On Monday night, things took an ugly turn when hundreds of protesters in helmets and masks barged into and took over the Legislative Council building. The police returned at midnight and reclaimed the premises after firing tear gas to disperse the crowd.

China had earlier blamed "foreign forces" for the mass street protests. On Monday, it also hit out at Hong Kong's former colonial ruler Britain after its foreign secretary spoke up for the city's freedoms.

While Chinese censors have been scrubbing mention and images of the protests on the mainland for weeks now, state media let loose after the turn of events on Monday night, producing strongly-worded editorials condemning the violence.

State-run TV news channels also reported Mrs Lam's 4am press conference in which she vowed to take action.

Nationalistic tabloid Global Times called for "zero tolerance" in an editorial on Tuesday, saying it was "the only remedy for such destructive behaviour".

"Out of blind arrogance and rage, protesters showed a complete disregard for law and order," said the editorial.

Chinese netizens responding to the news reports have called for tough justice.

"Investigate the violations to the end, never tolerate!" said one on Chinese blogging site, Weibo.

"It is a group of low-level types taking the opportunity to make trouble. This large-scale protest has devolved into a riot.
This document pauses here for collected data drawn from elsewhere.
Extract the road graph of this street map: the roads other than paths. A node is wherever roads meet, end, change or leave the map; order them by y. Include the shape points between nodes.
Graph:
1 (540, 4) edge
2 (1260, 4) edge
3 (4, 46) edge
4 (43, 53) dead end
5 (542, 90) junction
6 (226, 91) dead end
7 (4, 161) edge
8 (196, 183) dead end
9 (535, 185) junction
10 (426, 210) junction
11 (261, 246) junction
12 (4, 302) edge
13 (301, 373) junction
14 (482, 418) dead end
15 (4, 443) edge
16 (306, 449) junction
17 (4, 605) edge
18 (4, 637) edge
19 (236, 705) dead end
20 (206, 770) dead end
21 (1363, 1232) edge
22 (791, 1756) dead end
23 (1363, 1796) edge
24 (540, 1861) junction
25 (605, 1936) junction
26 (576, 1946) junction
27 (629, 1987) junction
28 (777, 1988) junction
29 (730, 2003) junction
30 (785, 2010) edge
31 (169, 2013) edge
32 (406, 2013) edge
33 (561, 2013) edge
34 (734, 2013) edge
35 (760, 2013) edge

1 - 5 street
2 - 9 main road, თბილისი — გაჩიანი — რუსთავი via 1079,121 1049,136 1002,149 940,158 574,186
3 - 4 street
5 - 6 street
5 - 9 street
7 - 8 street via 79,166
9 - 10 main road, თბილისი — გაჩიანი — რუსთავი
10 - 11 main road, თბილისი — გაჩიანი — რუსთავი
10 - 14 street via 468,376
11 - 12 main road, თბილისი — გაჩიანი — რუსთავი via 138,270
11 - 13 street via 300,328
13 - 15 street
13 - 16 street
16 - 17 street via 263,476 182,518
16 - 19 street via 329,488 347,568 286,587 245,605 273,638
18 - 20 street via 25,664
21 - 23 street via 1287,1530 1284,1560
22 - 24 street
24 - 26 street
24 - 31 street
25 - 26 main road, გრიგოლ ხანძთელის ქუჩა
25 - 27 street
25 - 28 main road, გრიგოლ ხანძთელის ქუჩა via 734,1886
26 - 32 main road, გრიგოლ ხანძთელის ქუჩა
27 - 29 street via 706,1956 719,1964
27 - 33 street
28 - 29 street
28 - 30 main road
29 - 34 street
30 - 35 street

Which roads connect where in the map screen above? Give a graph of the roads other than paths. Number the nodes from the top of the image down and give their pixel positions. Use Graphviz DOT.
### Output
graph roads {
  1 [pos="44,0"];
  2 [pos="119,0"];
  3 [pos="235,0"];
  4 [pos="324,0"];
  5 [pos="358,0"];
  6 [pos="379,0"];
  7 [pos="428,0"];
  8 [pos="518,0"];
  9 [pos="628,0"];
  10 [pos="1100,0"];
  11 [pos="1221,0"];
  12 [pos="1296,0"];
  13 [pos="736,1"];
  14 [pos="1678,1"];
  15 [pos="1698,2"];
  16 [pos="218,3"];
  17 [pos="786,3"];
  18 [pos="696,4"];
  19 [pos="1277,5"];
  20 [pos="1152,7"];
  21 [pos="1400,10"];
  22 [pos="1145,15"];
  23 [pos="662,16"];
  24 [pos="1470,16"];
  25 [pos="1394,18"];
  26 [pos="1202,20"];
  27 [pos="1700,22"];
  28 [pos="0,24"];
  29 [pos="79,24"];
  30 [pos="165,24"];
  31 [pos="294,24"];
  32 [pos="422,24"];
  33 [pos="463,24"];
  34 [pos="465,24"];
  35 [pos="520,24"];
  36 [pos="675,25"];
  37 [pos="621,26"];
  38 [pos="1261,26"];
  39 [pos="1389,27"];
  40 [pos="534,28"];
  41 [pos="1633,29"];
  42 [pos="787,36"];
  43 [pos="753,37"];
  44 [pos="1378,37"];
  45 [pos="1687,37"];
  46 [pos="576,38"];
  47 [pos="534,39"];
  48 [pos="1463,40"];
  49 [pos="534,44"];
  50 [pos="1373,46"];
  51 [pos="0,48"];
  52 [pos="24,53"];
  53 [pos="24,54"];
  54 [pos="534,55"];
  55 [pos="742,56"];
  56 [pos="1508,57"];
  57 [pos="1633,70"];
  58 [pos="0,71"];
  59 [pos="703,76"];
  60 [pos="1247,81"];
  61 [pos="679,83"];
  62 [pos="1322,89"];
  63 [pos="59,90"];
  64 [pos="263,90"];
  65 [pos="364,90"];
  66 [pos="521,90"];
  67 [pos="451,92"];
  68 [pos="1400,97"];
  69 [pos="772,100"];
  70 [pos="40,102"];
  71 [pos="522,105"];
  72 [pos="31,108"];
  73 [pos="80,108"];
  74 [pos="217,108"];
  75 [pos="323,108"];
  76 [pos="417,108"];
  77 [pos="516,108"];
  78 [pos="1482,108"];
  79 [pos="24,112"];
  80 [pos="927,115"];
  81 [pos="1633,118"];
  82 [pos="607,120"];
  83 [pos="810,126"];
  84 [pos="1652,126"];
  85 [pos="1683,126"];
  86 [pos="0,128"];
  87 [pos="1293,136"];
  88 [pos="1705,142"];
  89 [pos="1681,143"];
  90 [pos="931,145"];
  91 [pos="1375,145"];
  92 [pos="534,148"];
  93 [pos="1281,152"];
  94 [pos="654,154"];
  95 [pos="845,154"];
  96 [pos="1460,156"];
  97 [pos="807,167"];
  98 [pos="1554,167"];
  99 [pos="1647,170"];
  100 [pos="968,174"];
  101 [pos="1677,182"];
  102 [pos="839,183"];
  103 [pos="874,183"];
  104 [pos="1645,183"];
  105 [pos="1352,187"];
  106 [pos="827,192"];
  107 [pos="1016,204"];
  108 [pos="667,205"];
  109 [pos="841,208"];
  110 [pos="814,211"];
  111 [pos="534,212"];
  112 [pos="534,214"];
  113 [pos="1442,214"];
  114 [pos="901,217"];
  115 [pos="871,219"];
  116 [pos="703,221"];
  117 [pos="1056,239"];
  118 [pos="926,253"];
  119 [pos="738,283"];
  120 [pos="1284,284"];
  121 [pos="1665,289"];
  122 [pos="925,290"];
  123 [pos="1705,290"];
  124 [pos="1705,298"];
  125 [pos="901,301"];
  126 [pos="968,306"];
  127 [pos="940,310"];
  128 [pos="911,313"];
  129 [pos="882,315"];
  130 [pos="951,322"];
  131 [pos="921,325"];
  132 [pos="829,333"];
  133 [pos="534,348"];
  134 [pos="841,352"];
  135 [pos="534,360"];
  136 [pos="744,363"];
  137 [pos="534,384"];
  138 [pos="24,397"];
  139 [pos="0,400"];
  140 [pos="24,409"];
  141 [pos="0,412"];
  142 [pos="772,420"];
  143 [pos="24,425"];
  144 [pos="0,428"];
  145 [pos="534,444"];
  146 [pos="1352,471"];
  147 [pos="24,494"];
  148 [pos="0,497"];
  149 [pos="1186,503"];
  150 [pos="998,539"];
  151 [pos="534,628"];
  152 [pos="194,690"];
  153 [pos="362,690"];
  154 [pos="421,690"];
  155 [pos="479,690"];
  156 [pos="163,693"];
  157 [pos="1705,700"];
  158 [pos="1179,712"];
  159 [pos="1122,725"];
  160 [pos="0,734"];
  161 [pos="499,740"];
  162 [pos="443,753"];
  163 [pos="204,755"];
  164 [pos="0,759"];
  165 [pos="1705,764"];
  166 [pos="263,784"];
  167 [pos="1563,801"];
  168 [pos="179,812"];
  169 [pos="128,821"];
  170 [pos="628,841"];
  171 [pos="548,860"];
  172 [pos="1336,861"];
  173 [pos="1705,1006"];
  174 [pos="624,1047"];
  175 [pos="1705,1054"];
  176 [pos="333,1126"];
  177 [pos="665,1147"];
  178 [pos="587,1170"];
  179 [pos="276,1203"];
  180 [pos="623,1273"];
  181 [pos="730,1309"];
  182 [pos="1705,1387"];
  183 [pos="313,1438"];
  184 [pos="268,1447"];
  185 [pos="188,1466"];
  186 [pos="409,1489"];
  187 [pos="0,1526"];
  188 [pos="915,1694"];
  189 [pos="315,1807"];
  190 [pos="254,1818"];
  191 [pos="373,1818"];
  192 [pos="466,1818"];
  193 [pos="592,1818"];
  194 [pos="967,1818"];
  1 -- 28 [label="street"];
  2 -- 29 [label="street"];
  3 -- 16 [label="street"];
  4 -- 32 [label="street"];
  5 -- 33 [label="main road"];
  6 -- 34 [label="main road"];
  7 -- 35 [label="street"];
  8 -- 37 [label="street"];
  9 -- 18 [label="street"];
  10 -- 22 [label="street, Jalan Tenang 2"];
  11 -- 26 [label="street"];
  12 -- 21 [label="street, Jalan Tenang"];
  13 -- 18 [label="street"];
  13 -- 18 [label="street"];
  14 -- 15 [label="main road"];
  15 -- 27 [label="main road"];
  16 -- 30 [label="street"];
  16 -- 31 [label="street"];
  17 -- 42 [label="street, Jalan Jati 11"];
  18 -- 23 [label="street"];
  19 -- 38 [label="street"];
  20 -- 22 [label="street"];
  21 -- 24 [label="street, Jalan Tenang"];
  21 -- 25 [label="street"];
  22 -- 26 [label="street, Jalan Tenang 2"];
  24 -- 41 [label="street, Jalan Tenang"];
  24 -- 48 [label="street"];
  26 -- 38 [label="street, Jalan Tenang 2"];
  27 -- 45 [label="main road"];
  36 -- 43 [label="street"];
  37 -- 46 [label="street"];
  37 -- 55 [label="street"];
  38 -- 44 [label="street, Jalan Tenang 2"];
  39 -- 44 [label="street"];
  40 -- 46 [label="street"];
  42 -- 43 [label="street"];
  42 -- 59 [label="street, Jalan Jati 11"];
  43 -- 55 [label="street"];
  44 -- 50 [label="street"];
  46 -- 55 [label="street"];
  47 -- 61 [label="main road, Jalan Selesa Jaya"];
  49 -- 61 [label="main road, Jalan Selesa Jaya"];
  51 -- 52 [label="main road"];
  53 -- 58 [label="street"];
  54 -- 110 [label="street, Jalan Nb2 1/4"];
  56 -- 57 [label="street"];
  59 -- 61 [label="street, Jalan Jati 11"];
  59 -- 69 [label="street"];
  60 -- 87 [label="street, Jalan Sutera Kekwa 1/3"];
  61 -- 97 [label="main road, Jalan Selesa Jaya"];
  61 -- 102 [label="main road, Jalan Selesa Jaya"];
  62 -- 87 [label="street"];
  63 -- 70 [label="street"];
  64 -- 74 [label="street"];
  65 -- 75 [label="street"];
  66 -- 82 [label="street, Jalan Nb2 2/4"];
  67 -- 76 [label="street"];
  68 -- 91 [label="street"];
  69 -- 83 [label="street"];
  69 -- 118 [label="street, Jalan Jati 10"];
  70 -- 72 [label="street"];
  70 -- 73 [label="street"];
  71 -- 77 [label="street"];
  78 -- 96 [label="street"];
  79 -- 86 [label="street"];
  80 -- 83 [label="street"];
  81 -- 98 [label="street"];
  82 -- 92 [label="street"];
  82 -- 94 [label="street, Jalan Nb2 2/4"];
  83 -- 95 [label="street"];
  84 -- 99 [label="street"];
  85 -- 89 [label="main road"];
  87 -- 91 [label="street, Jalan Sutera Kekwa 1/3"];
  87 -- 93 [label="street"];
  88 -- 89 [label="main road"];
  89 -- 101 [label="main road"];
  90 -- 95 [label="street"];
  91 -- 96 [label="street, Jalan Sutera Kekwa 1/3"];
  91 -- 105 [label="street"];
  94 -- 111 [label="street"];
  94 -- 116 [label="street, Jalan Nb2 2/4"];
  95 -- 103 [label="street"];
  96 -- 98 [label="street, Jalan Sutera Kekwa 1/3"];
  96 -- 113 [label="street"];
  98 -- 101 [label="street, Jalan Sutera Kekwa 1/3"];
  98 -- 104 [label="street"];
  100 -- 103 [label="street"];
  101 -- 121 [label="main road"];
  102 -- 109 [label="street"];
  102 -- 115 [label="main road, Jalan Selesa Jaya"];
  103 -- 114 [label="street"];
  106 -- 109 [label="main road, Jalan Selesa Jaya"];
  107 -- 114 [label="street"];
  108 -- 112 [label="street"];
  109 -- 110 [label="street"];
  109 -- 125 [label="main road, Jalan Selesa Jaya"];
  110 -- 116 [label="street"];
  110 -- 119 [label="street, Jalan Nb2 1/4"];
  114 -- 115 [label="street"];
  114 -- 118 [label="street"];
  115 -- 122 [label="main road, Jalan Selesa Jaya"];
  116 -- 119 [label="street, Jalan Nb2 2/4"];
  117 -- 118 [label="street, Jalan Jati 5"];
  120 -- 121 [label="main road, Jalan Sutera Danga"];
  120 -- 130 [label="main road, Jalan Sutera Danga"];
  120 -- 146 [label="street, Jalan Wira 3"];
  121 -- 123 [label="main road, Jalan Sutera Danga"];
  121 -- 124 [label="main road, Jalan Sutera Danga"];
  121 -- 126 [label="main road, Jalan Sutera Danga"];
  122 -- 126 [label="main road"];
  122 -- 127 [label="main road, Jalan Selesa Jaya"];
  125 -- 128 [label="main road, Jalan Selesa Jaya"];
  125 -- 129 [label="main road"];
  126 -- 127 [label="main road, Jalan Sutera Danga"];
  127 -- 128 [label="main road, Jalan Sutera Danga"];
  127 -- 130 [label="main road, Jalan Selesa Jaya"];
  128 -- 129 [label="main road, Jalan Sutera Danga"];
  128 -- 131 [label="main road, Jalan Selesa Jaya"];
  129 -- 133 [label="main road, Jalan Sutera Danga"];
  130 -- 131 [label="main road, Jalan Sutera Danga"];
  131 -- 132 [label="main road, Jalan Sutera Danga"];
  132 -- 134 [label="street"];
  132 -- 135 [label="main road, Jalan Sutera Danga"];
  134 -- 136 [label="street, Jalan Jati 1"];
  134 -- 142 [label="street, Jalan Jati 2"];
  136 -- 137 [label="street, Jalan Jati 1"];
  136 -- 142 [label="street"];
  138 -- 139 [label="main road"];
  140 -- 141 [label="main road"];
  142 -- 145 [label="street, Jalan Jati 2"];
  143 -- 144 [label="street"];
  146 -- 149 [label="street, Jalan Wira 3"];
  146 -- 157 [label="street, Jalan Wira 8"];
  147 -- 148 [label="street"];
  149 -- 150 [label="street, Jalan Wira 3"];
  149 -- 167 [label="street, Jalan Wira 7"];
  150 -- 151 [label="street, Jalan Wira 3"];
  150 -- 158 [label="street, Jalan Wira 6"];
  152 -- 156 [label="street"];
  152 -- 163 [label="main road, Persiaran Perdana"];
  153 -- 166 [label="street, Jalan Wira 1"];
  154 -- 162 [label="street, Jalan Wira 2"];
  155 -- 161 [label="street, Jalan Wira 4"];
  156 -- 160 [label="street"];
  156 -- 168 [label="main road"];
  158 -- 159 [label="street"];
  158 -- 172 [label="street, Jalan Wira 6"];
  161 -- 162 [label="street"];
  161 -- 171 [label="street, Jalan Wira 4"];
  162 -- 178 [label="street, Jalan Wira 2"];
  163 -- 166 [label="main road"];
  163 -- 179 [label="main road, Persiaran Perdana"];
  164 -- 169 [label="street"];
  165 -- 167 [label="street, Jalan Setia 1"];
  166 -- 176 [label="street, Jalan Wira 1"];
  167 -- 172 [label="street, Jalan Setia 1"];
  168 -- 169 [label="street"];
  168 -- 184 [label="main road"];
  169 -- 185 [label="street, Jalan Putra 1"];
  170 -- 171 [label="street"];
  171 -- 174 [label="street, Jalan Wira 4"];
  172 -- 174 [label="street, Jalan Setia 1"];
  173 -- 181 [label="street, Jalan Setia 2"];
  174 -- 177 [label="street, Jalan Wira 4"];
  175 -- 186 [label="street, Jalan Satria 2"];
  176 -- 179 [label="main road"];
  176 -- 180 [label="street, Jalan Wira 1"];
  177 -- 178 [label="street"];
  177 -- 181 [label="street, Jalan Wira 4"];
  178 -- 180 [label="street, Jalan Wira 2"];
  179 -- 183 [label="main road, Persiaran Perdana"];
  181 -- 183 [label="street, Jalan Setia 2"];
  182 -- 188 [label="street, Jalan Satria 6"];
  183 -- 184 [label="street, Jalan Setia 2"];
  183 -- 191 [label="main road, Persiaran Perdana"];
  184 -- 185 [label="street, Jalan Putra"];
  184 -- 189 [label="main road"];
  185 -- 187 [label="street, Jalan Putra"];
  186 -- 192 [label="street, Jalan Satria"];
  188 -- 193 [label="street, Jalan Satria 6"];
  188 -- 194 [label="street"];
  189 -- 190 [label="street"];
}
These people don't care, they just want to take the opportunity to vent, or even rob," said another.

But some questioned the "one country, two systems" policy.

One netizen said: "There's definitely a problem with the policies towards Taiwan and Hong Kong. Why does the central government think that as long as it gives enough benefits and special rights, the people will be loyal to you?"

Said another netizen: "One country, two systems is too lax, and this is the result. If Hong Kong wants to return to normal, it should start with decolonisation and change the name of Victoria Harbour to Oriental Pearl Harbour."